# Exercise brief
Output the entries exactly.
═════ Data for this exercise
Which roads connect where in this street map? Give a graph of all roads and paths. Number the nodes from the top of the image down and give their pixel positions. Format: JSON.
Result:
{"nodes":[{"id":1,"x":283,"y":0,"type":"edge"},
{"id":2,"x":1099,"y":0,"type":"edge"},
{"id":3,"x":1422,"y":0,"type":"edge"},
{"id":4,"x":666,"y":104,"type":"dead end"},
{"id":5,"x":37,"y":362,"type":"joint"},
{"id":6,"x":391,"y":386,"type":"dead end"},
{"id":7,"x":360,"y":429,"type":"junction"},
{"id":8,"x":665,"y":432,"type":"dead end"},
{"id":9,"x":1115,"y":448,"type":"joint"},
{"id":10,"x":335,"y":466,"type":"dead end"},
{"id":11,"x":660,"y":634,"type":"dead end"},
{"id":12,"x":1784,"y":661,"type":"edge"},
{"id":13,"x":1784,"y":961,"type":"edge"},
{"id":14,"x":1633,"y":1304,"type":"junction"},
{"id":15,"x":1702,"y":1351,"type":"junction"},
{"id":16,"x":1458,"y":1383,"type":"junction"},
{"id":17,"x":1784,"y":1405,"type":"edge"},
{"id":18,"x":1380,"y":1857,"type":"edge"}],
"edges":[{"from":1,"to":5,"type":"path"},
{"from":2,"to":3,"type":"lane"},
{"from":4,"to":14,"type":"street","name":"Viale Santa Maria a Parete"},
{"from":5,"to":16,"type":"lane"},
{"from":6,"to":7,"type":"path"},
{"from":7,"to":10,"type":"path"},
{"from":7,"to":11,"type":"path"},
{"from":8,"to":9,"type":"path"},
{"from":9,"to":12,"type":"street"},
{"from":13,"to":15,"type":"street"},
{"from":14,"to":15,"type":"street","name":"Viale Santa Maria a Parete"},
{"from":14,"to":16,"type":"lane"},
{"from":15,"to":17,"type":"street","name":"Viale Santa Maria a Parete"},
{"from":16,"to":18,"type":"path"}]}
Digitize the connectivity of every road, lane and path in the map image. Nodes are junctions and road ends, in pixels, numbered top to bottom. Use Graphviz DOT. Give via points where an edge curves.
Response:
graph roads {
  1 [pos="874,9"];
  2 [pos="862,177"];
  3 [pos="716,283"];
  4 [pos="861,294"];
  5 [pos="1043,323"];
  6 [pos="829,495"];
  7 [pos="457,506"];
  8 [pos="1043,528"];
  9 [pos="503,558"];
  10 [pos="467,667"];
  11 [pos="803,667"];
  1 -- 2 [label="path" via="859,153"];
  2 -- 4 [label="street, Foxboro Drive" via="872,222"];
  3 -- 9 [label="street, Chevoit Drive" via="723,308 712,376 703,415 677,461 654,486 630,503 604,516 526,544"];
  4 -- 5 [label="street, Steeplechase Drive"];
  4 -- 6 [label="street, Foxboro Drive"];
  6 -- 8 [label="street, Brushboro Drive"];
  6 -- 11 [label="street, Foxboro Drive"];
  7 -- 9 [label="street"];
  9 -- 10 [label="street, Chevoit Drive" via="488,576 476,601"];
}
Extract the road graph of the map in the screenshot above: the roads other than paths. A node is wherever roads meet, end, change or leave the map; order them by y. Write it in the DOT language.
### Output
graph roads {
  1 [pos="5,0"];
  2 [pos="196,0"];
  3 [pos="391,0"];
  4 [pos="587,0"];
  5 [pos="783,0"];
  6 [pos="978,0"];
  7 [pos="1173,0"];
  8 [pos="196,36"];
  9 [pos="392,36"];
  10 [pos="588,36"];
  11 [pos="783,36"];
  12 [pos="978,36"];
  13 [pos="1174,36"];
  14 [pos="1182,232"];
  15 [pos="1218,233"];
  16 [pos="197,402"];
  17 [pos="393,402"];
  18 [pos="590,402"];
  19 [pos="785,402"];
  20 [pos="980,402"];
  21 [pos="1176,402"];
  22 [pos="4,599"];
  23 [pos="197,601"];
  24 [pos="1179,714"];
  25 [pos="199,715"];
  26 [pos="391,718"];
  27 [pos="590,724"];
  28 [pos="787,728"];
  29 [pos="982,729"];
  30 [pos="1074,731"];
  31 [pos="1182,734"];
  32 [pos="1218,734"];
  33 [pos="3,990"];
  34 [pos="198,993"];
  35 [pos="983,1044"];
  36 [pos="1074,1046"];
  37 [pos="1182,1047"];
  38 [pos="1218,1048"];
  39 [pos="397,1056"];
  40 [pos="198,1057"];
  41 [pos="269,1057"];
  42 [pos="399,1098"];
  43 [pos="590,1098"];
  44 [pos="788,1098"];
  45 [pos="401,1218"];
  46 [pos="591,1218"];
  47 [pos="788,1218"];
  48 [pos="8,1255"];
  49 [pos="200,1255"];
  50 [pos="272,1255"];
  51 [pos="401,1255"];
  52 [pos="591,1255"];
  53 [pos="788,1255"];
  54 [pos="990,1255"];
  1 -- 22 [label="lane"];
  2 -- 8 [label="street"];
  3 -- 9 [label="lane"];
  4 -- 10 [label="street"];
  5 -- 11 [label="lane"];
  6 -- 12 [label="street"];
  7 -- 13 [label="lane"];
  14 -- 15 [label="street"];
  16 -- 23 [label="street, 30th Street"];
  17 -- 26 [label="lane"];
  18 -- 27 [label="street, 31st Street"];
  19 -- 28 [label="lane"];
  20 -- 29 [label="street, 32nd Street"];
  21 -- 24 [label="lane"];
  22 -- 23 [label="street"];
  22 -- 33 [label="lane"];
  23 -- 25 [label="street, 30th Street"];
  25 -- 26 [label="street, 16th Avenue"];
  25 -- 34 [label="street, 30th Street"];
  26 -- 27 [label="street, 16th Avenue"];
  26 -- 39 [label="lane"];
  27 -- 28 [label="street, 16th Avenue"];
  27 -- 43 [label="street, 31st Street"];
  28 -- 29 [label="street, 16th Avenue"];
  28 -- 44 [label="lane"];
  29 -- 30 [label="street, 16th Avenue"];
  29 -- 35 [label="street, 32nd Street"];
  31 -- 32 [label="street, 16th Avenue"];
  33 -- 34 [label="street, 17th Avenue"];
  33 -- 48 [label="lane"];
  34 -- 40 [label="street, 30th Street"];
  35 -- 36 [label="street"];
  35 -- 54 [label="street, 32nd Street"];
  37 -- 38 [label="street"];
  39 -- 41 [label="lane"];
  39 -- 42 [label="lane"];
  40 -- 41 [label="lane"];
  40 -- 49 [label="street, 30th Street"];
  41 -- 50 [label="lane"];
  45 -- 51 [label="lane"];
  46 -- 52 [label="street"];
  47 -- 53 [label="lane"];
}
══════════
# Your solution
Which roads connect where in this street map? Give a graph of all roads and paths. Number the nodes from the top of the image down and give their pixel positions. Format: JSON.
Result:
{"nodes":[{"id":1,"x":283,"y":0,"type":"edge"},
{"id":2,"x":1099,"y":0,"type":"edge"},
{"id":3,"x":1422,"y":0,"type":"edge"},
{"id":4,"x":666,"y":104,"type":"dead end"},
{"id":5,"x":37,"y":362,"type":"joint"},
{"id":6,"x":391,"y":386,"type":"dead end"},
{"id":7,"x":360,"y":429,"type":"junction"},
{"id":8,"x":665,"y":432,"type":"dead end"},
{"id":9,"x":1115,"y":448,"type":"joint"},
{"id":10,"x":335,"y":466,"type":"dead end"},
{"id":11,"x":660,"y":634,"type":"dead end"},
{"id":12,"x":1784,"y":661,"type":"edge"},
{"id":13,"x":1784,"y":961,"type":"edge"},
{"id":14,"x":1633,"y":1304,"type":"junction"},
{"id":15,"x":1702,"y":1351,"type":"junction"},
{"id":16,"x":1458,"y":1383,"type":"junction"},
{"id":17,"x":1784,"y":1405,"type":"edge"},
{"id":18,"x":1380,"y":1857,"type":"edge"}],
"edges":[{"from":1,"to":5,"type":"path"},
{"from":2,"to":3,"type":"lane"},
{"from":4,"to":14,"type":"street","name":"Viale Santa Maria a Parete"},
{"from":5,"to":16,"type":"lane"},
{"from":6,"to":7,"type":"path"},
{"from":7,"to":10,"type":"path"},
{"from":7,"to":11,"type":"path"},
{"from":8,"to":9,"type":"path"},
{"from":9,"to":12,"type":"street"},
{"from":13,"to":15,"type":"street"},
{"from":14,"to":15,"type":"street","name":"Viale Santa Maria a Parete"},
{"from":14,"to":16,"type":"lane"},
{"from":15,"to":17,"type":"street","name":"Viale Santa Maria a Parete"},
{"from":16,"to":18,"type":"path"}]}
Digitize the connectivity of every road, lane and path in the map image. Nodes are junctions and road ends, in pixels, numbered top to bottom. Use Graphviz DOT. Give via points where an edge curves.
Response:
graph roads {
  1 [pos="874,9"];
  2 [pos="862,177"];
  3 [pos="716,283"];
  4 [pos="861,294"];
  5 [pos="1043,323"];
  6 [pos="829,495"];
  7 [pos="457,506"];
  8 [pos="1043,528"];
  9 [pos="503,558"];
  10 [pos="467,667"];
  11 [pos="803,667"];
  1 -- 2 [label="path" via="859,153"];
  2 -- 4 [label="street, Foxboro Drive" via="872,222"];
  3 -- 9 [label="street, Chevoit Drive" via="723,308 712,376 703,415 677,461 654,486 630,503 604,516 526,544"];
  4 -- 5 [label="street, Steeplechase Drive"];
  4 -- 6 [label="street, Foxboro Drive"];
  6 -- 8 [label="street, Brushboro Drive"];
  6 -- 11 [label="street, Foxboro Drive"];
  7 -- 9 [label="street"];
  9 -- 10 [label="street, Chevoit Drive" via="488,576 476,601"];
}
Extract the road graph of the map in the screenshot above: the roads other than paths. A node is wherever roads meet, end, change or leave the map; order them by y. Write it in the DOT language.
### Output
graph roads {
  1 [pos="5,0"];
  2 [pos="196,0"];
  3 [pos="391,0"];
  4 [pos="587,0"];
  5 [pos="783,0"];
  6 [pos="978,0"];
  7 [pos="1173,0"];
  8 [pos="196,36"];
  9 [pos="392,36"];
  10 [pos="588,36"];
  11 [pos="783,36"];
  12 [pos="978,36"];
  13 [pos="1174,36"];
  14 [pos="1182,232"];
  15 [pos="1218,233"];
  16 [pos="197,402"];
  17 [pos="393,402"];
  18 [pos="590,402"];
  19 [pos="785,402"];
  20 [pos="980,402"];
  21 [pos="1176,402"];
  22 [pos="4,599"];
  23 [pos="197,601"];
  24 [pos="1179,714"];
  25 [pos="199,715"];
  26 [pos="391,718"];
  27 [pos="590,724"];
  28 [pos="787,728"];
  29 [pos="982,729"];
  30 [pos="1074,731"];
  31 [pos="1182,734"];
  32 [pos="1218,734"];
  33 [pos="3,990"];
  34 [pos="198,993"];
  35 [pos="983,1044"];
  36 [pos="1074,1046"];
  37 [pos="1182,1047"];
  38 [pos="1218,1048"];
  39 [pos="397,1056"];
  40 [pos="198,1057"];
  41 [pos="269,1057"];
  42 [pos="399,1098"];
  43 [pos="590,1098"];
  44 [pos="788,1098"];
  45 [pos="401,1218"];
  46 [pos="591,1218"];
  47 [pos="788,1218"];
  48 [pos="8,1255"];
  49 [pos="200,1255"];
  50 [pos="272,1255"];
  51 [pos="401,1255"];
  52 [pos="591,1255"];
  53 [pos="788,1255"];
  54 [pos="990,1255"];
  1 -- 22 [label="lane"];
  2 -- 8 [label="street"];
  3 -- 9 [label="lane"];
  4 -- 10 [label="street"];
  5 -- 11 [label="lane"];
  6 -- 12 [label="street"];
  7 -- 13 [label="lane"];
  14 -- 15 [label="street"];
  16 -- 23 [label="street, 30th Street"];
  17 -- 26 [label="lane"];
  18 -- 27 [label="street, 31st Street"];
  19 -- 28 [label="lane"];
  20 -- 29 [label="street, 32nd Street"];
  21 -- 24 [label="lane"];
  22 -- 23 [label="street"];
  22 -- 33 [label="lane"];
  23 -- 25 [label="street, 30th Street"];
  25 -- 26 [label="street, 16th Avenue"];
  25 -- 34 [label="street, 30th Street"];
  26 -- 27 [label="street, 16th Avenue"];
  26 -- 39 [label="lane"];
  27 -- 28 [label="street, 16th Avenue"];
  27 -- 43 [label="street, 31st Street"];
  28 -- 29 [label="street, 16th Avenue"];
  28 -- 44 [label="lane"];
  29 -- 30 [label="street, 16th Avenue"];
  29 -- 35 [label="street, 32nd Street"];
  31 -- 32 [label="street, 16th Avenue"];
  33 -- 34 [label="street, 17th Avenue"];
  33 -- 48 [label="lane"];
  34 -- 40 [label="street, 30th Street"];
  35 -- 36 [label="street"];
  35 -- 54 [label="street, 32nd Street"];
  37 -- 38 [label="street"];
  39 -- 41 [label="lane"];
  39 -- 42 [label="lane"];
  40 -- 41 [label="lane"];
  40 -- 49 [label="street, 30th Street"];
  41 -- 50 [label="lane"];
  45 -- 51 [label="lane"];
  46 -- 52 [label="street"];
  47 -- 53 [label="lane"];
}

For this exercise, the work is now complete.